Data extracts section start
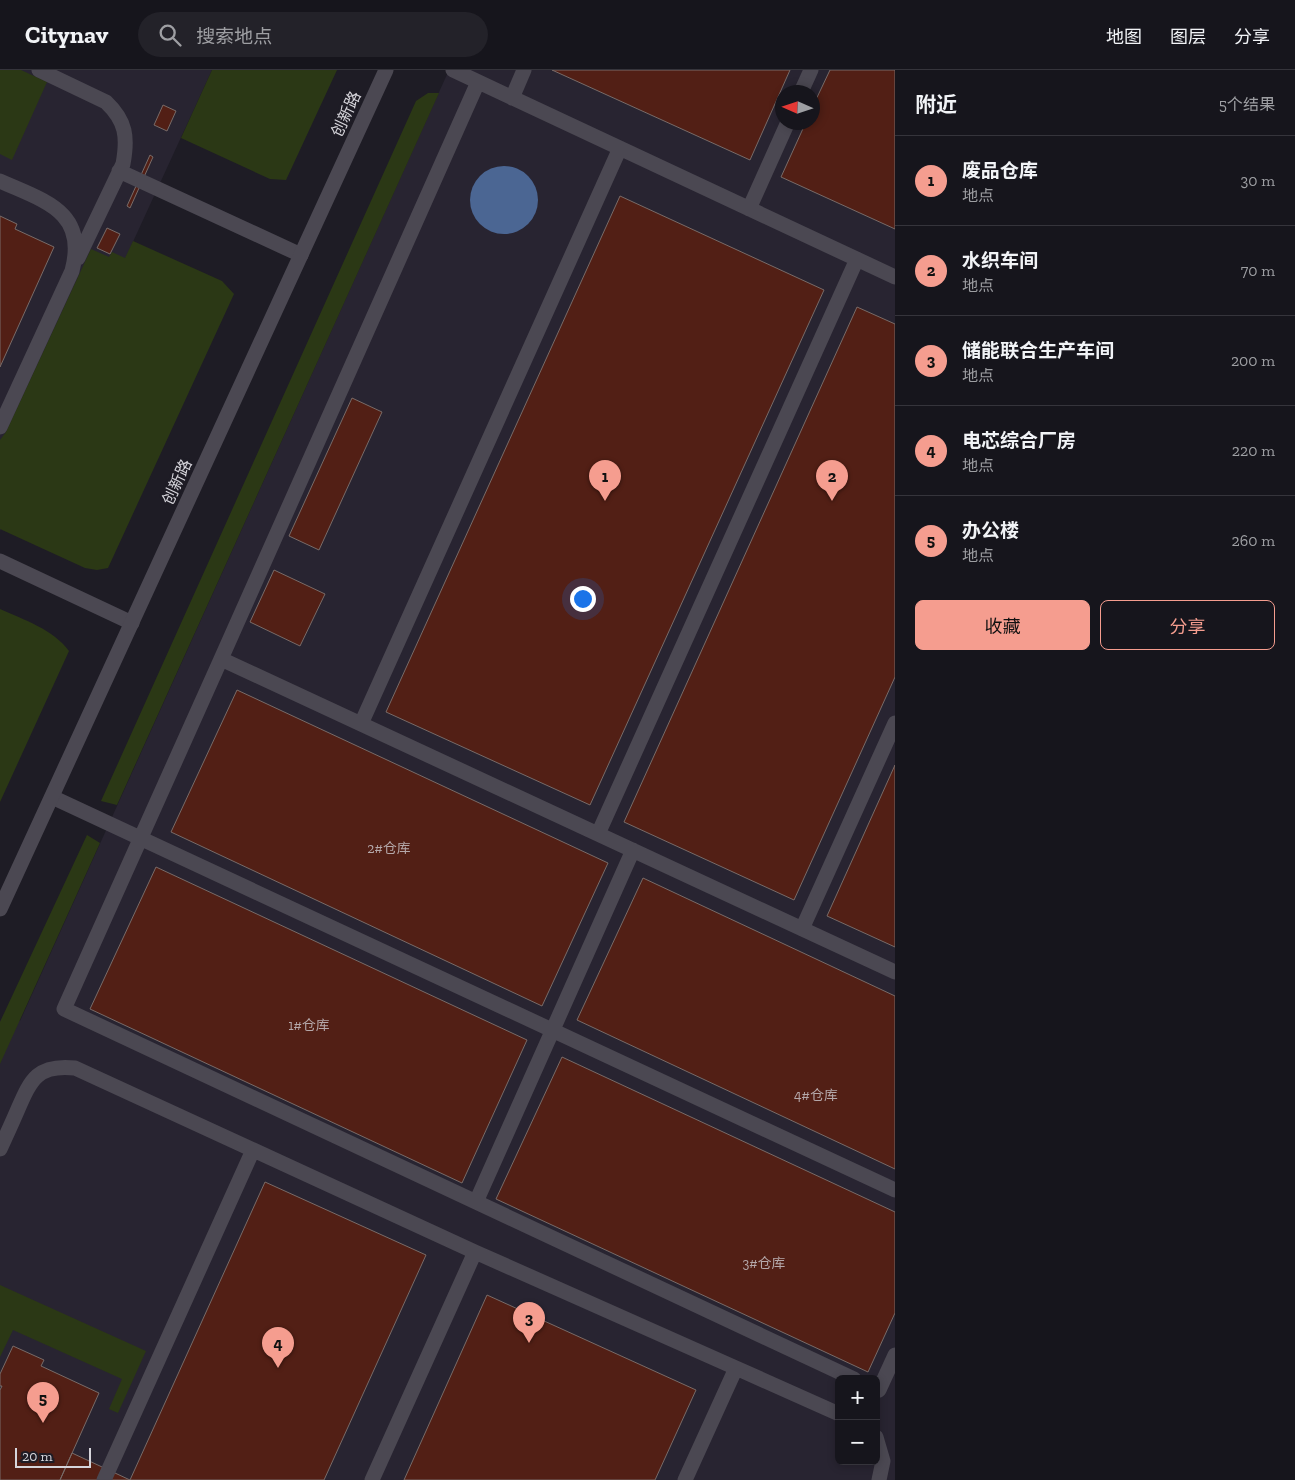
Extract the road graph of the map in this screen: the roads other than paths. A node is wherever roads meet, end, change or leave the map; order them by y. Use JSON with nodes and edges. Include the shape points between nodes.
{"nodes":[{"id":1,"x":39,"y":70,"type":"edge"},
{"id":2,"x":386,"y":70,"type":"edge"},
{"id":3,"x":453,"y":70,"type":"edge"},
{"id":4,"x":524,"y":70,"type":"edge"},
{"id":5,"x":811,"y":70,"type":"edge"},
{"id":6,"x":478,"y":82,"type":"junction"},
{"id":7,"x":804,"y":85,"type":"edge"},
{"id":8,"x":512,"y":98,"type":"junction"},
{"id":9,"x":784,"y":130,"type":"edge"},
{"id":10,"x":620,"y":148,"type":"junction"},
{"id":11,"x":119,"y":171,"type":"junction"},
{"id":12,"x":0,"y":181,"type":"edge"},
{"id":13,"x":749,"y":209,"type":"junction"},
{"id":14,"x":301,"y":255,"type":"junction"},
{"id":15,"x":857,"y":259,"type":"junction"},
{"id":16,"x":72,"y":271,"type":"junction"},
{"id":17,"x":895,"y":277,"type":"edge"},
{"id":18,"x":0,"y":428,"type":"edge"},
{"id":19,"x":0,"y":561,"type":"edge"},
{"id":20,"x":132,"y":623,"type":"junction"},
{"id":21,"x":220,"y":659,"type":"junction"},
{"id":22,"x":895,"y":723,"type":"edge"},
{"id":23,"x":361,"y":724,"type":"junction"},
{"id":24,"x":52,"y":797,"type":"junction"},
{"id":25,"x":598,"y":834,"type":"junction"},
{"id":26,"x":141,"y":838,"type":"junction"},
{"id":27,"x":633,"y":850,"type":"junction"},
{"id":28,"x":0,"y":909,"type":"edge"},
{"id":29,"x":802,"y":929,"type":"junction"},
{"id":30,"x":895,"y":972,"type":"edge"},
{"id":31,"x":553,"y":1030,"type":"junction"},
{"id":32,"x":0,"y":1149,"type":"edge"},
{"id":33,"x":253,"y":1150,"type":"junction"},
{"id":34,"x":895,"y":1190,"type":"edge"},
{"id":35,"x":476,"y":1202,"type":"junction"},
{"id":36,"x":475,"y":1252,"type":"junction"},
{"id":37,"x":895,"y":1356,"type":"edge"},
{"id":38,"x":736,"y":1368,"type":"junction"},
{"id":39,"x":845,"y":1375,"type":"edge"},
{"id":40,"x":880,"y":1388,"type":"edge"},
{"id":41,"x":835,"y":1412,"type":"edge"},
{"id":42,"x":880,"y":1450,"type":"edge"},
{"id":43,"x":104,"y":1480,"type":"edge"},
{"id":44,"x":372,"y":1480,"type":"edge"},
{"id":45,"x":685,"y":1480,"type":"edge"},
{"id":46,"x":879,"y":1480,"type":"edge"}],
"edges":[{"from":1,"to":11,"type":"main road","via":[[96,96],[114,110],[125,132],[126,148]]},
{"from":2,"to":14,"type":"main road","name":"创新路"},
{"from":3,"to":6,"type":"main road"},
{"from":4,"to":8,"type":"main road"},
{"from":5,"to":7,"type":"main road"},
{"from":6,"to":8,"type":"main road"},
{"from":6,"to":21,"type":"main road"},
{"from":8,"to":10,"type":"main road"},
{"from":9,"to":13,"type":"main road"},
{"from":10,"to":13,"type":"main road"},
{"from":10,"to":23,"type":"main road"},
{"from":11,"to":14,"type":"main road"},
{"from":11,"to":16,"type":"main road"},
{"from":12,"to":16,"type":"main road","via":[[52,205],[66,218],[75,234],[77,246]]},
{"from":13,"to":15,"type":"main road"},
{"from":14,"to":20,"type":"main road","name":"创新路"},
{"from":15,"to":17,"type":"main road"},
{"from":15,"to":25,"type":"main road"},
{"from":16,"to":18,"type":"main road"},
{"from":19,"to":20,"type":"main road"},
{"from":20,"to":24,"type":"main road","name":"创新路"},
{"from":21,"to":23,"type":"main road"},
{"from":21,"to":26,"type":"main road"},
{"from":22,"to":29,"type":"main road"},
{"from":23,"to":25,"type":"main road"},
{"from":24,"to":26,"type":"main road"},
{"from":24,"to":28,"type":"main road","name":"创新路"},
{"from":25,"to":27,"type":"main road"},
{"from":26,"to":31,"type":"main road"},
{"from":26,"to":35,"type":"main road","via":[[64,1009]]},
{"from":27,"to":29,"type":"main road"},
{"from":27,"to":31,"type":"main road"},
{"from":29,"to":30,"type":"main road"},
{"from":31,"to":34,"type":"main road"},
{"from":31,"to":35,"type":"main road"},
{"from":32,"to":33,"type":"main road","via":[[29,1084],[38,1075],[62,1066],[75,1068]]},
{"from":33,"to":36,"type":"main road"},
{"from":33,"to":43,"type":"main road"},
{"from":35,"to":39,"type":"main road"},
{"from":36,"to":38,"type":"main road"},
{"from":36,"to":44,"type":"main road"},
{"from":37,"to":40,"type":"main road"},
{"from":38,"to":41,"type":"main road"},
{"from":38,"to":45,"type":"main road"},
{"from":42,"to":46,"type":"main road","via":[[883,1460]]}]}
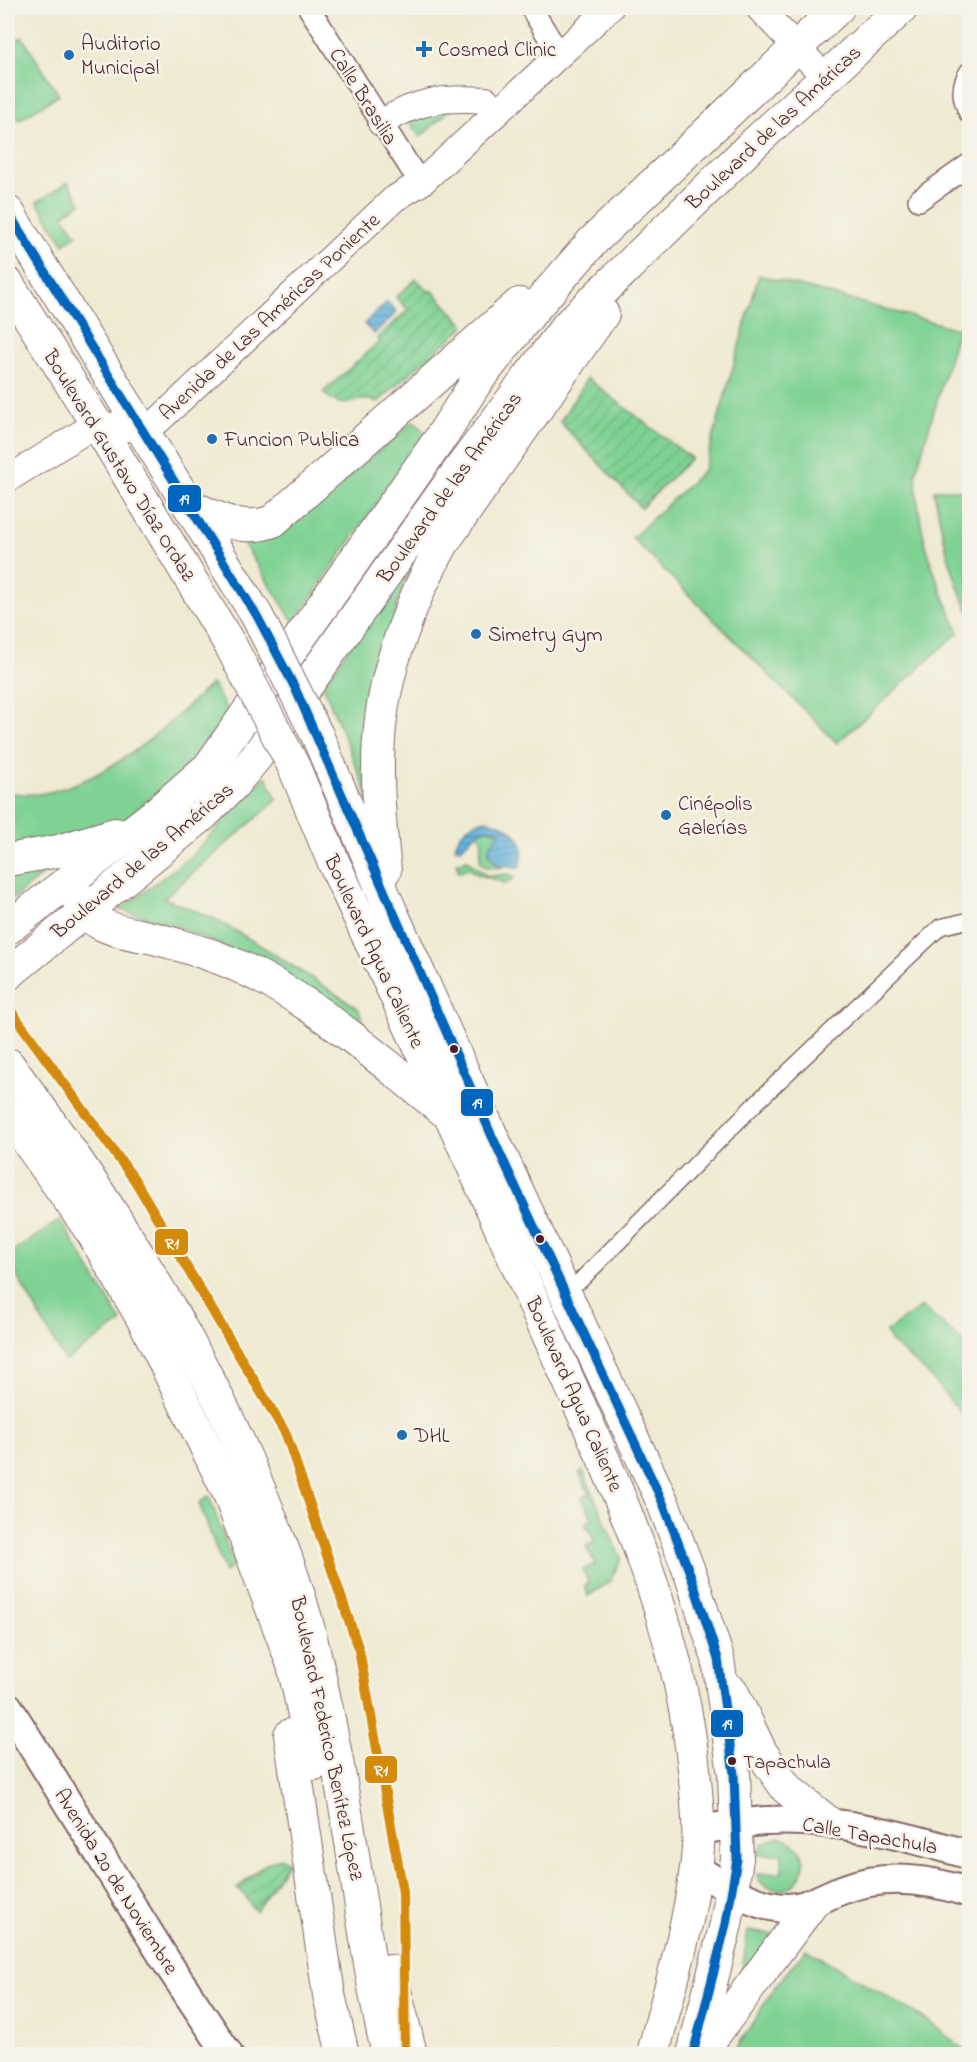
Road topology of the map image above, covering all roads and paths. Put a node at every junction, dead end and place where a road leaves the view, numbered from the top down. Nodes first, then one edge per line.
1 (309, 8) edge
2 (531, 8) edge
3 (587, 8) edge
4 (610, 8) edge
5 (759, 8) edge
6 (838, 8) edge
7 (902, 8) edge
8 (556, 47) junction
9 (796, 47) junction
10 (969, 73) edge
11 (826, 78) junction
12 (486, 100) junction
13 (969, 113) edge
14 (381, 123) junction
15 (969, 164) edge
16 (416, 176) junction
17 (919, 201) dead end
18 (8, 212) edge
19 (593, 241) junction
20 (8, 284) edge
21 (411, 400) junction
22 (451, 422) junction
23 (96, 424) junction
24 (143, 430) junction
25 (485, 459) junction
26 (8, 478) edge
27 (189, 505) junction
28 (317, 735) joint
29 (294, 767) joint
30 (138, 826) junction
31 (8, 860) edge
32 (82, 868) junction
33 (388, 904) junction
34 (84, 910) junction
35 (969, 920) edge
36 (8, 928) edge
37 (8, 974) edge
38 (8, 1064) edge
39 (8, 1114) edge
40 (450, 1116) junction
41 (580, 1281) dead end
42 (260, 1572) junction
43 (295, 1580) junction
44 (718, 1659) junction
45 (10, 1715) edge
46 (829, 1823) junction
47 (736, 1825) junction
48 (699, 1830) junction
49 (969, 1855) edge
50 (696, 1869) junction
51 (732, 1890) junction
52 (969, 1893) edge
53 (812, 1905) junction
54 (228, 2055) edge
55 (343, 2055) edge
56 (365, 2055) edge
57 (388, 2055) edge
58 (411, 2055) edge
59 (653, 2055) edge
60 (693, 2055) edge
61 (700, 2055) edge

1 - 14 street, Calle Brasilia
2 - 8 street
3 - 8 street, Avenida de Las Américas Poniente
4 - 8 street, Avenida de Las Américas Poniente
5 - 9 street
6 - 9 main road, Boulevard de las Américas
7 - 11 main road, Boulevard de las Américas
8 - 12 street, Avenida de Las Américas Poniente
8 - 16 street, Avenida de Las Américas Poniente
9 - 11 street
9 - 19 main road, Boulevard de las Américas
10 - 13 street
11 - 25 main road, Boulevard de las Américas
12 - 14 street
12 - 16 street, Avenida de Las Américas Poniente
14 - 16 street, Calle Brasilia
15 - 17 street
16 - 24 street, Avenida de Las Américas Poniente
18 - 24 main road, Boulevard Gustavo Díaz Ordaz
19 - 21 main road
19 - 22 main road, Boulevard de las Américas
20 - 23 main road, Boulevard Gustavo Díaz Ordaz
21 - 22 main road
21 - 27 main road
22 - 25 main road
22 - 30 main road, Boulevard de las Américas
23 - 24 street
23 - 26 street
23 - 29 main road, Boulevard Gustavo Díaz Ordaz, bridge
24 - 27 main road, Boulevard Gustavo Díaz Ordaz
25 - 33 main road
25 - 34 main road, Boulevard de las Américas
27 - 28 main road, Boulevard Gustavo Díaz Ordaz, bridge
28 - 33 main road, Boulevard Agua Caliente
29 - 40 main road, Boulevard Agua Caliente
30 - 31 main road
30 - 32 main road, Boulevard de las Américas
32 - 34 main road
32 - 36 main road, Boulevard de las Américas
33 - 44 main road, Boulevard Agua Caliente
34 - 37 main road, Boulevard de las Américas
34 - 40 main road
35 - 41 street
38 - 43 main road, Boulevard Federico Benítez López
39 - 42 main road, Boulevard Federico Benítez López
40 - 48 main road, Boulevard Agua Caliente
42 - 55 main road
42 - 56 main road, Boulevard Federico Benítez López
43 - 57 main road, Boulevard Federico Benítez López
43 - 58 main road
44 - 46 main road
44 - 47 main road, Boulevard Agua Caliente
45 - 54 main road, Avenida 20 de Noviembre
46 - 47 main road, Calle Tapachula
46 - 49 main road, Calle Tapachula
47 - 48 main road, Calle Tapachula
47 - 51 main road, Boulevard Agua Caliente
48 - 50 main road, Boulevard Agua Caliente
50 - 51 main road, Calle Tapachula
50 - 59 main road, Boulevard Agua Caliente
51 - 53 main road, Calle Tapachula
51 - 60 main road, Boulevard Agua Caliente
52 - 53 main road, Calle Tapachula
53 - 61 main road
Data extracts section end
**What is being asked:**
From the records above, pick out and copy each line holding the word "Díaz".

**Completed task:**
18 - 24 main road, Boulevard Gustavo Díaz Ordaz
20 - 23 main road, Boulevard Gustavo Díaz Ordaz
23 - 29 main road, Boulevard Gustavo Díaz Ordaz, bridge
24 - 27 main road, Boulevard Gustavo Díaz Ordaz
27 - 28 main road, Boulevard Gustavo Díaz Ordaz, bridge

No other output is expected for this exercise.